• _Study material_:
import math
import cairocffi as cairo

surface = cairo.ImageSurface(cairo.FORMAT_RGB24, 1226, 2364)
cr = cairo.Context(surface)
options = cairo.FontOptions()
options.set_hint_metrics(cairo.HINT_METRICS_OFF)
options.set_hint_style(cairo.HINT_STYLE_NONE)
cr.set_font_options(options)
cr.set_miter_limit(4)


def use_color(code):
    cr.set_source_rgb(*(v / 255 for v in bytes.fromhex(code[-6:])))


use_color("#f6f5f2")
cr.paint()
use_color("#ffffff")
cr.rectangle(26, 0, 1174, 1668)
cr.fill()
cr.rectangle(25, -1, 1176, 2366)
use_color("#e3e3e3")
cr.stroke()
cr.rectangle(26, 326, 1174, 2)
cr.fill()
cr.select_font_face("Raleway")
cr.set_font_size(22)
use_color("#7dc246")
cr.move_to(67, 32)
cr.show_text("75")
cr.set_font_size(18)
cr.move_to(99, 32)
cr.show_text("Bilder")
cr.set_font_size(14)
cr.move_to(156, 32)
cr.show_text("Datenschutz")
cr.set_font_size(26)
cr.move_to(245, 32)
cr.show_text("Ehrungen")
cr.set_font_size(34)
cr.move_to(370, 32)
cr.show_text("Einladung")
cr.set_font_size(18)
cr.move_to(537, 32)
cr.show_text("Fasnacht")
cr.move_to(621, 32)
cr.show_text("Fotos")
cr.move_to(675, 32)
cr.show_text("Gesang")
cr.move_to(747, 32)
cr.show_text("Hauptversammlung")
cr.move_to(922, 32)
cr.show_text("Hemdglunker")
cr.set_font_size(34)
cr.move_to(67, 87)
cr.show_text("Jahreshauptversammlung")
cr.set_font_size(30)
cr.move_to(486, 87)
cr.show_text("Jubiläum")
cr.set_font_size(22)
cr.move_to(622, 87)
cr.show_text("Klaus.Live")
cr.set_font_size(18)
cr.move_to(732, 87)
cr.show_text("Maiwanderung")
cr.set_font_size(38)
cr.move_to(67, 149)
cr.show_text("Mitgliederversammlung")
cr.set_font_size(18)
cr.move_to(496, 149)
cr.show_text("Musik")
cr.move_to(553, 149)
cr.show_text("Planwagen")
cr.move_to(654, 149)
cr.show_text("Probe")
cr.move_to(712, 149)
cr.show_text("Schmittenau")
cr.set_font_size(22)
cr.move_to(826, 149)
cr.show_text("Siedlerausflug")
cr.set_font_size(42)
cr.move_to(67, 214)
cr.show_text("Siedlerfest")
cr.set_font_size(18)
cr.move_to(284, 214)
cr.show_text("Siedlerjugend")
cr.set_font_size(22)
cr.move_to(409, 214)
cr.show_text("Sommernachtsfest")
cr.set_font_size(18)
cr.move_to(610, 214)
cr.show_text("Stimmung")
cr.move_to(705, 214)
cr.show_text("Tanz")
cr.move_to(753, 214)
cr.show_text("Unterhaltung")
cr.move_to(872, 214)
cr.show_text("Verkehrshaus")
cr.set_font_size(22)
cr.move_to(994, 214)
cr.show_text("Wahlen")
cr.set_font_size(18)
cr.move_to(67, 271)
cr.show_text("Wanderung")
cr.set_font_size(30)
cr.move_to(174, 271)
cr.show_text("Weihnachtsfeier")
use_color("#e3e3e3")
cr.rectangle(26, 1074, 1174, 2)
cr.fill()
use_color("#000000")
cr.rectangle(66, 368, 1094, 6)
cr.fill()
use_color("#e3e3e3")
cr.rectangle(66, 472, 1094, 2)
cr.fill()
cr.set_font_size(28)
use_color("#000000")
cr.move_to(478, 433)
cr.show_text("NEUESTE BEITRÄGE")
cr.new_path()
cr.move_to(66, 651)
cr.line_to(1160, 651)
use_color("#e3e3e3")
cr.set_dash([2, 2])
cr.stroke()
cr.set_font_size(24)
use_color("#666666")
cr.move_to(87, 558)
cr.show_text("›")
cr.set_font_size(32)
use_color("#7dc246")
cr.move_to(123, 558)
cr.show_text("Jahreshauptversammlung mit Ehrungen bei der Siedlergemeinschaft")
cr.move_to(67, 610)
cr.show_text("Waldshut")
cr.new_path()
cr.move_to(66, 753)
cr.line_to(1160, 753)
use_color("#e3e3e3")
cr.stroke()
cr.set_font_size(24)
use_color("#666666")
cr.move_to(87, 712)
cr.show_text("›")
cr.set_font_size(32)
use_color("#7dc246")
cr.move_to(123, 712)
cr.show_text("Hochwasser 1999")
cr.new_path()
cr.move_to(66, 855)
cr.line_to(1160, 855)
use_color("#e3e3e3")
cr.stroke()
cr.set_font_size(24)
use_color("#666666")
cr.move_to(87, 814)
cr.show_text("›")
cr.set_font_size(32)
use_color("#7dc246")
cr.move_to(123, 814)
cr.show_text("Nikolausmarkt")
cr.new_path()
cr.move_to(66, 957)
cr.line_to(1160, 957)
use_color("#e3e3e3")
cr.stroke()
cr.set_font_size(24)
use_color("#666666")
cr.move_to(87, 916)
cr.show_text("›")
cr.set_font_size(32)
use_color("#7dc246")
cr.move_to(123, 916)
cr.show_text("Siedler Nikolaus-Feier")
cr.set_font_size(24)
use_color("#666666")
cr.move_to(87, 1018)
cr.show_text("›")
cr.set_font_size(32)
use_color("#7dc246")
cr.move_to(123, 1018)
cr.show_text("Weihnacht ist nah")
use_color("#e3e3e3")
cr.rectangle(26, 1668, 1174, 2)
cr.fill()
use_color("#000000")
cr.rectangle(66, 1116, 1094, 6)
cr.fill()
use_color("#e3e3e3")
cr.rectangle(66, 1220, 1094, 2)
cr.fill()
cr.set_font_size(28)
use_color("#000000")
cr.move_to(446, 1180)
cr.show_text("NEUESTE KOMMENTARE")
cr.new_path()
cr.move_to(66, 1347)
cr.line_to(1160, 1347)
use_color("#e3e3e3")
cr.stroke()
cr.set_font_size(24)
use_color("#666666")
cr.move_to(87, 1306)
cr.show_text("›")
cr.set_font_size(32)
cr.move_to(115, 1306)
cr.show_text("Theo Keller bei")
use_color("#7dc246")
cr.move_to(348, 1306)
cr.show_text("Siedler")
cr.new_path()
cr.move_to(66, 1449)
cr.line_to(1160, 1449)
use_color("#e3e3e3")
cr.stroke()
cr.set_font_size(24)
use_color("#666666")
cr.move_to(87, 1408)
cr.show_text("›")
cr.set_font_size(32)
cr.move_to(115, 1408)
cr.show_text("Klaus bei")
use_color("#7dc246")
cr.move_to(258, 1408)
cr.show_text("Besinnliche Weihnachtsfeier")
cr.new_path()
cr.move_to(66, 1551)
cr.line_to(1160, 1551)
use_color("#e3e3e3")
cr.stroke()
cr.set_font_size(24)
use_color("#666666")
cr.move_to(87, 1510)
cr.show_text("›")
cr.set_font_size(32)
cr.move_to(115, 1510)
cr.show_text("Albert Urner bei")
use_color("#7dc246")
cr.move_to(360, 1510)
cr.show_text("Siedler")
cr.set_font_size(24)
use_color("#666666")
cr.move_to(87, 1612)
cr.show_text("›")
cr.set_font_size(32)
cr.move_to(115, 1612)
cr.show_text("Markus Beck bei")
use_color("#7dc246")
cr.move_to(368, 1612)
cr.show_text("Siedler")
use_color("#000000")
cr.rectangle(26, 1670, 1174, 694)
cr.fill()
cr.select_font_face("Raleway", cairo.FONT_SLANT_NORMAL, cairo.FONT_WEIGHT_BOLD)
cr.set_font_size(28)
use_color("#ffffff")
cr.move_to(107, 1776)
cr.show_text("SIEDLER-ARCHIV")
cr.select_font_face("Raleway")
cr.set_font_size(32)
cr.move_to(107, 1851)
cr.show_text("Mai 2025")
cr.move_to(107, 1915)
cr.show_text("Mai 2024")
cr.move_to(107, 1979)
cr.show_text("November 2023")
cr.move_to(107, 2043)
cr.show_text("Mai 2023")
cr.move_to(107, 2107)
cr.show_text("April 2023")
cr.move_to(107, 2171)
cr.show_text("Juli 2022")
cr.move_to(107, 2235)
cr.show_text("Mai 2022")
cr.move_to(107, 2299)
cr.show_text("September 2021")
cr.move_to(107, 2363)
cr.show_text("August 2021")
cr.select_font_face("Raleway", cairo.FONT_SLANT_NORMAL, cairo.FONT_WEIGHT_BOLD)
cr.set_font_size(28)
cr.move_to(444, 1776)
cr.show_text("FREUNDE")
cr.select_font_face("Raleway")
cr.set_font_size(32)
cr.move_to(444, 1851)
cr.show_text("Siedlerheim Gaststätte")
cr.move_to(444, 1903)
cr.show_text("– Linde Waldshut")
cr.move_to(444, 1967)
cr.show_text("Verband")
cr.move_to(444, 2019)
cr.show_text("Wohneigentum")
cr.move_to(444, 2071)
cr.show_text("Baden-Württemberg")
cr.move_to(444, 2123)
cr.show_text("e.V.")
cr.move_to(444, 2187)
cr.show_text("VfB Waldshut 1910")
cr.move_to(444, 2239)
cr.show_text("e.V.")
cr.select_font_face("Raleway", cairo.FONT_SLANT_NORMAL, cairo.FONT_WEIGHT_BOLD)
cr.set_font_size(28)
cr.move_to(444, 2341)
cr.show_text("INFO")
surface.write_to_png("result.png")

• _Prompt_: Your answer should be only the number of lines in the records that hold the word "Ehrungen".

• _Response area_: 2